--- Data for review Enclosed Below ---
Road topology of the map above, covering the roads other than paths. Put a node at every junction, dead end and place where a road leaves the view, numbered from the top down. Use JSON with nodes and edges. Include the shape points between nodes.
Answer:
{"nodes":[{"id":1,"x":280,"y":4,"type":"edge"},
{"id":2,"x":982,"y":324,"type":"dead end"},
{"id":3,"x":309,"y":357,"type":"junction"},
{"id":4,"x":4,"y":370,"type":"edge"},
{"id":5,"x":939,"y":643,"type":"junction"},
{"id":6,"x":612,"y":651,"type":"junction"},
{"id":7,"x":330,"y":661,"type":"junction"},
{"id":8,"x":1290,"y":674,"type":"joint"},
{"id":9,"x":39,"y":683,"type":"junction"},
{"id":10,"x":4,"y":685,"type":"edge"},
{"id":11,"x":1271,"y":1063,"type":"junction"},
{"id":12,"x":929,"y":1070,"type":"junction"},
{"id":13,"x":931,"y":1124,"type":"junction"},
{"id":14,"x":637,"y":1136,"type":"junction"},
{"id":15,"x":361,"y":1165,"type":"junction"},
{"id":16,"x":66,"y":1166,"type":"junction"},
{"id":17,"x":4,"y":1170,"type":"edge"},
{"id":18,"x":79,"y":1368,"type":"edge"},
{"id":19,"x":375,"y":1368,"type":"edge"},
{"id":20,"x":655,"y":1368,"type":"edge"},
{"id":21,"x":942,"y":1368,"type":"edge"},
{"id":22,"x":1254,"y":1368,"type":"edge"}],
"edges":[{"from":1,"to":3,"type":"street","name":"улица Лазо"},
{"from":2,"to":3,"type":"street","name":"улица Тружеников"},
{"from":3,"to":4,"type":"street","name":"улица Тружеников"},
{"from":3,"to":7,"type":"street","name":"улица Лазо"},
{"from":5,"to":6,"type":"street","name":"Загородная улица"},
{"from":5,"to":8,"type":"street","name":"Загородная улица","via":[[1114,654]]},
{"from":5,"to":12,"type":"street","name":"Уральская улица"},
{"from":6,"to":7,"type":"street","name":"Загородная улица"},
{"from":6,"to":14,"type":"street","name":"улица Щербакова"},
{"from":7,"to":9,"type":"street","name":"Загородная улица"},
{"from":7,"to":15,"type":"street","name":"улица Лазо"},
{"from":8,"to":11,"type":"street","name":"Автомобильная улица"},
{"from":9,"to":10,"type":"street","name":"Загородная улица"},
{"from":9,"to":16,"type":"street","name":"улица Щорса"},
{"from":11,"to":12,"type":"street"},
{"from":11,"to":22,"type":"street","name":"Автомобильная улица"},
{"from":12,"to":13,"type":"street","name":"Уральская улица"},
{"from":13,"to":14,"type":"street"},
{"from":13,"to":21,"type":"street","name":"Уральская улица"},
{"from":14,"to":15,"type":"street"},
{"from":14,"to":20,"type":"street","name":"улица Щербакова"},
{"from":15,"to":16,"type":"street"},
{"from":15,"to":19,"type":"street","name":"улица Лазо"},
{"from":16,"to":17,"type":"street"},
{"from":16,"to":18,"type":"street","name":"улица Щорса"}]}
--- End of Enclosed Data for review ---
Your assignment: The result is a copy of every line above where the word "dead" shows up.

Response area:
Road topology of the map above, covering the roads other than paths. Put a node at every junction, dead end and place where a road leaves the view, numbered from the top down. Use JSON with nodes and edges. Include the shape points between nodes.
{"id":2,"x":982,"y":324,"type":"dead end"},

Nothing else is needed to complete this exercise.